Tão visíveis sobretudo em termos estatísticos que, convenhamos, não são prova de mais fácil acesso a esses bens (equidade social), como comprovam os 20 milhões de pobres que abastecem a sua cesta básica nos caixões de lixo. Ou seja, tendo João Lourenço quatro refeições por dia e a Maria Zungueira nenhuma, a média estatística (feita, por exemplo, pelo INE) apresentada pelos génios do Governo revela-nos que cada um deles tem duas refeições por dia…
O Ministério da Economia e Planeamento disse até que queria desenvolver, até ao final de 2020, um guia para investidores, destacando oportunidades nas fileiras prioritárias identificadas pelo Prodesi. O que anda a fazer, há 49 anos, o MPLA? Anda a dizer que um dia vai “melhorar o que está bem e corrigir o que está mal”.
“Em concreto, serão identificados um conjunto de oportunidades de investimento em infra-estruturas, que poderão constituir projectos de parcerias público-privadas, nas áreas de energia eléctrica, água, transportes, pescas e plataformas logísticas”, lê-se no relatório de balanço do Prodesi, então apresentado em Luanda.
A “inexistência de informação clara e precisa sobre a criação de uma empresa”, e todas as questões inerentes a cada sector, bem como a intenção de divulgar oportunidades de investimento em Angola e a “fragilidade das infra-estruturas existentes, justifica a existência de um documento com toda a informação de apoio”, refere o documento.
Pois é. Então o que é mesmo que o MPLA anda a fazer desde 1975 e João Lourenço desde 2017, como Presidente da República não nominalmente eleito, Presidente do MPLA e Titular do Poder Executivo?
O Ministério da Economia e Planeamento considerou também que o país “deve continuar a apostar” na melhoria do ambiente de negócios, nos domínios da criação de empresas, pagamento de impostos, entre outros, apontando várias iniciativas nesse âmbito e reformas promovidas entre 2019 e 2020.

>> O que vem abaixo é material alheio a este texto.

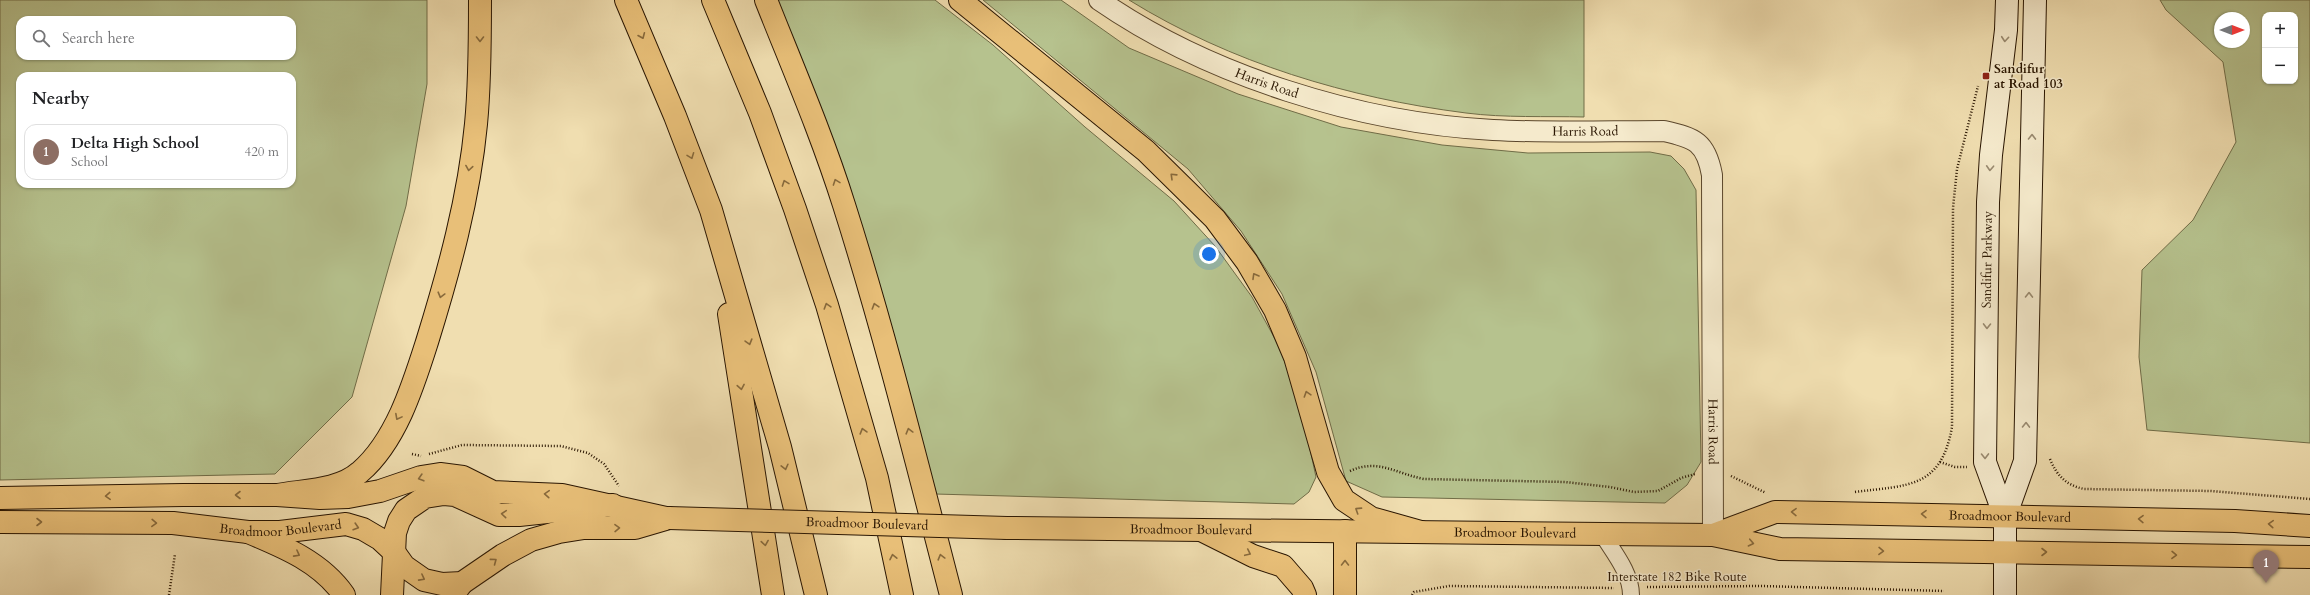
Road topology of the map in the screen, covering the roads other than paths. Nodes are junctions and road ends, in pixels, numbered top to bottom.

O estudo refere que nesse período decorreu a reorganização interna do Guiché Único do Empreendedor no modelo de Janela Única, eliminou-se o alvará comercial para as actividades de baixo risco e o requisito de registo estatístico no processo de abertura de empresas.
No domínio do registo de propriedade, o órgão ministerial assinalou que foi implementada uma nova plataforma denominada SIRP (Serviço Integrado de Registo Predial) nas conservatórias de registo predial e obtenção da certidão predial online e aprovada a nova tabela de emolumentos do registo predial.

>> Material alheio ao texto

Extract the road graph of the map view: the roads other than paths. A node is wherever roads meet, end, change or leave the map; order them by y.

A inauguração da sala do tribunal especializada em matéria comercial, industrial e propriedade intelectual na província de Luanda consta também das acções que visam a melhoria do ambiente de negócios em Angola que, certamente, estarão 100% operacionais quando o MPLA completar 100 anos de governação ininterrupta (já só faltam 51 anos…).

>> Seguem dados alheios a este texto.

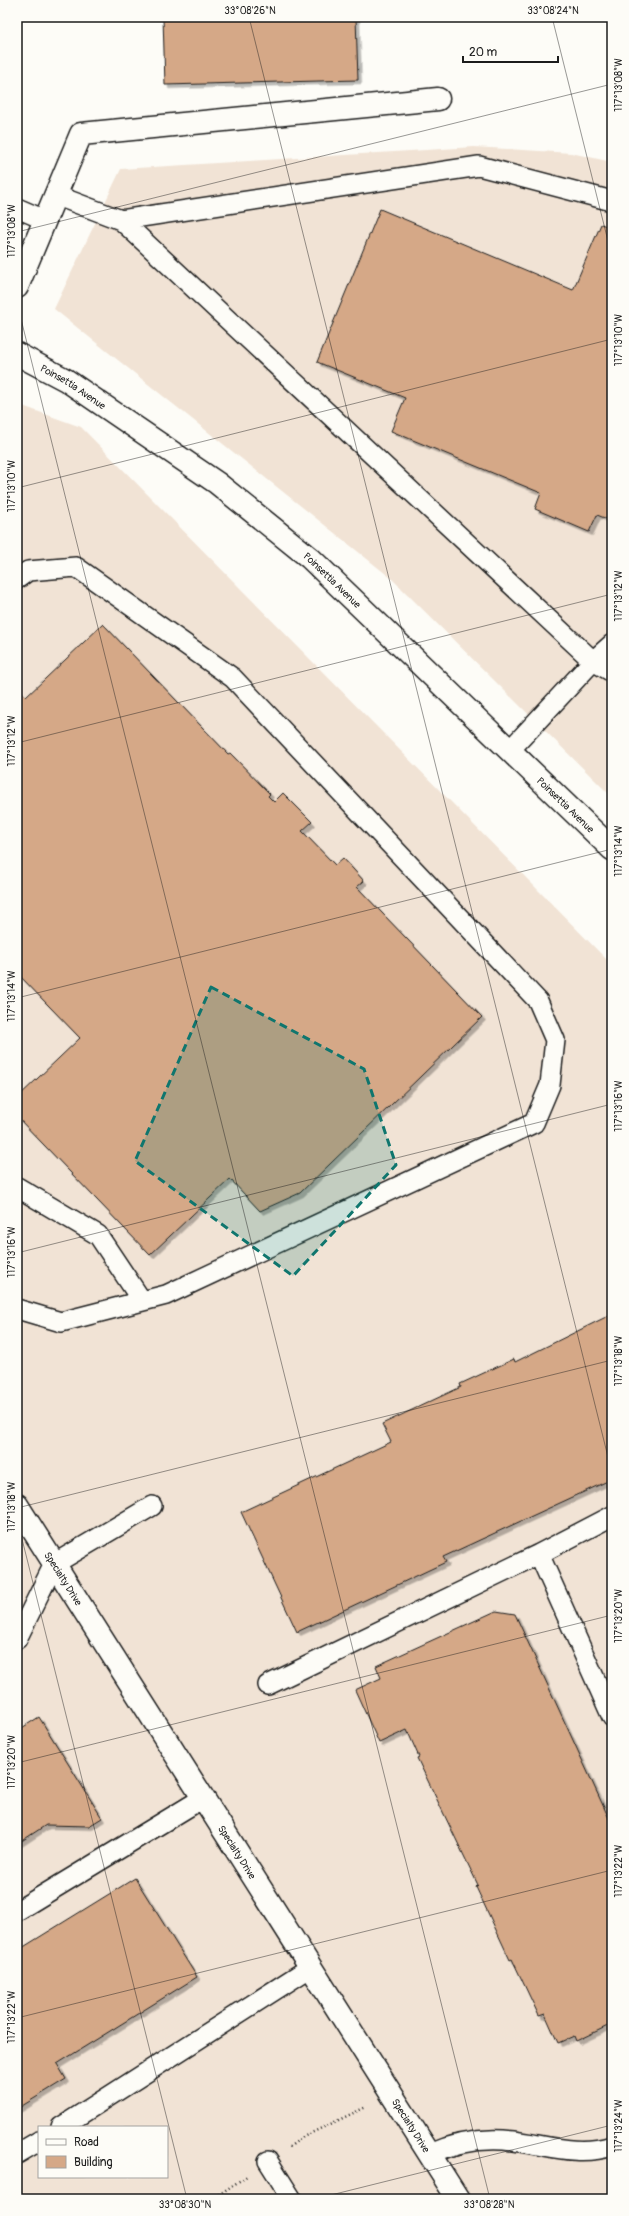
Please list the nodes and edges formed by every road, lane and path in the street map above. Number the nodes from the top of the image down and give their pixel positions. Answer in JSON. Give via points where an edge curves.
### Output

A institucionalização do Comité Nacional de Facilitação de Comércio Externo foi outra das medidas, um verdadeiro ovo de… João.
De acordo com as autoridades angolanas, a componente do acesso à electricidade, um domínio que para muitos empreendedores “ainda encarece os custos de produção”, beneficiou também de “avanços” nos últimos anos.
Segundo o relatório do Prodesi, “foram melhorados os procedimentos e tempos para obter uma ligação de electricidade, reduzidos os custos para obter uma nova ligação à rede eléctrica”, entre outros. Importa, contudo, enaltecer que os problemas de electricidade (48 anos depois da independência) se justificam porque o MPLA inventou a electricidade… potável.